Nanda, Nursing Care Plan, Nursing Assessment, Nursing Diagnosis, Nursing Interventions

Pathophysiology of Retinoblastoma


Retinoblastoma is a malignant tumor of primary intraocular found in children, especially in the under 5 years of age. Tumors derived from embryonic retinal tissue, may be unilateral (70%) and bilateral (30%). Most cases of bilateral nature herediten inherited via chromosome.

Tumor mass can grow into the vitreous (endophytic) and grow through the lining of the retina or into the sub retinal space (endophilic). Sometimes the tumor develops diffuse.

Endophytic growth is more common. Endophytic tumors arise from the core layer in the nerve fiber layer and a layer of retinal ganglion. Exophillic type arises from the outer core layer and can be seen as a solid retinal detachments.
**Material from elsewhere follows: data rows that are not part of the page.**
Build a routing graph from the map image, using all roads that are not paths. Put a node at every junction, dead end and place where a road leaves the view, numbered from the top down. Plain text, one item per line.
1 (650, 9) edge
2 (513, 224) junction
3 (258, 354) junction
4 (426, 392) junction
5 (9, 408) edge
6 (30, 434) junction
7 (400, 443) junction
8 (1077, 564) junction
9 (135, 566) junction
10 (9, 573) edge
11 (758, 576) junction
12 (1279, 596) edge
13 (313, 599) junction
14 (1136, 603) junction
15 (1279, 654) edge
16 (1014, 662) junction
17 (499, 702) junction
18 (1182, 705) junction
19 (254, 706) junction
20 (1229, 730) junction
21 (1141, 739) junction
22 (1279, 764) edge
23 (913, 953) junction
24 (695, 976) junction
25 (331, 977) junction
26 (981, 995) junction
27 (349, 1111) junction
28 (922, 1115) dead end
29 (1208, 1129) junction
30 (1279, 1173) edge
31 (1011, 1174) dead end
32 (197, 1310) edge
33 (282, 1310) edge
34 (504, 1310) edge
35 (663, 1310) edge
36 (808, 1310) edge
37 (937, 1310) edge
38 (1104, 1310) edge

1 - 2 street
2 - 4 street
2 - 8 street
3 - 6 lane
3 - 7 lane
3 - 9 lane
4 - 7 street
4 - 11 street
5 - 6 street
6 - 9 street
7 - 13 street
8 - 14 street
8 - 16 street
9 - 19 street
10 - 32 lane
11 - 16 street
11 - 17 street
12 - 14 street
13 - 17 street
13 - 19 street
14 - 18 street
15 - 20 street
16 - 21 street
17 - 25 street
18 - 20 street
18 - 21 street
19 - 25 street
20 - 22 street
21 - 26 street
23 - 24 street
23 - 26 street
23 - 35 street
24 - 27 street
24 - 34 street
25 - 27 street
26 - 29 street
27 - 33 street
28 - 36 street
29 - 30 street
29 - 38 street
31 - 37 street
Expansion of the ocular retina into the vitreous tumor can occur in endophilic type and distribution of metastases may occur via subretinal spatium or through the vitreous tumor. In addition, the tumor can spread through infiltration in the lamina cribrosa directly to the optic nerve with extension into the choroid layer can be found infiltration of veins in the area with hematogenous metastasis to bone and bone marrow. This eye tumor, divided into stage IV, respectively:
  • Stage I: indicates the tumor is confined to the retina (the quiet stage).
  • Stage II: the tumor is confined to the eyeball.
  • Stage III: There are extra ocular regional expansion, both of which go beyond the tip of the optic nerve were cut when enucleation.
  • Stage IV: distant metastases are found in the brain.
In some cases, healing occurs spontaneously, often degenerative changes, followed by necrosis and classification. Patients who survive have a 50% chance to lower a child with retinoblastoma.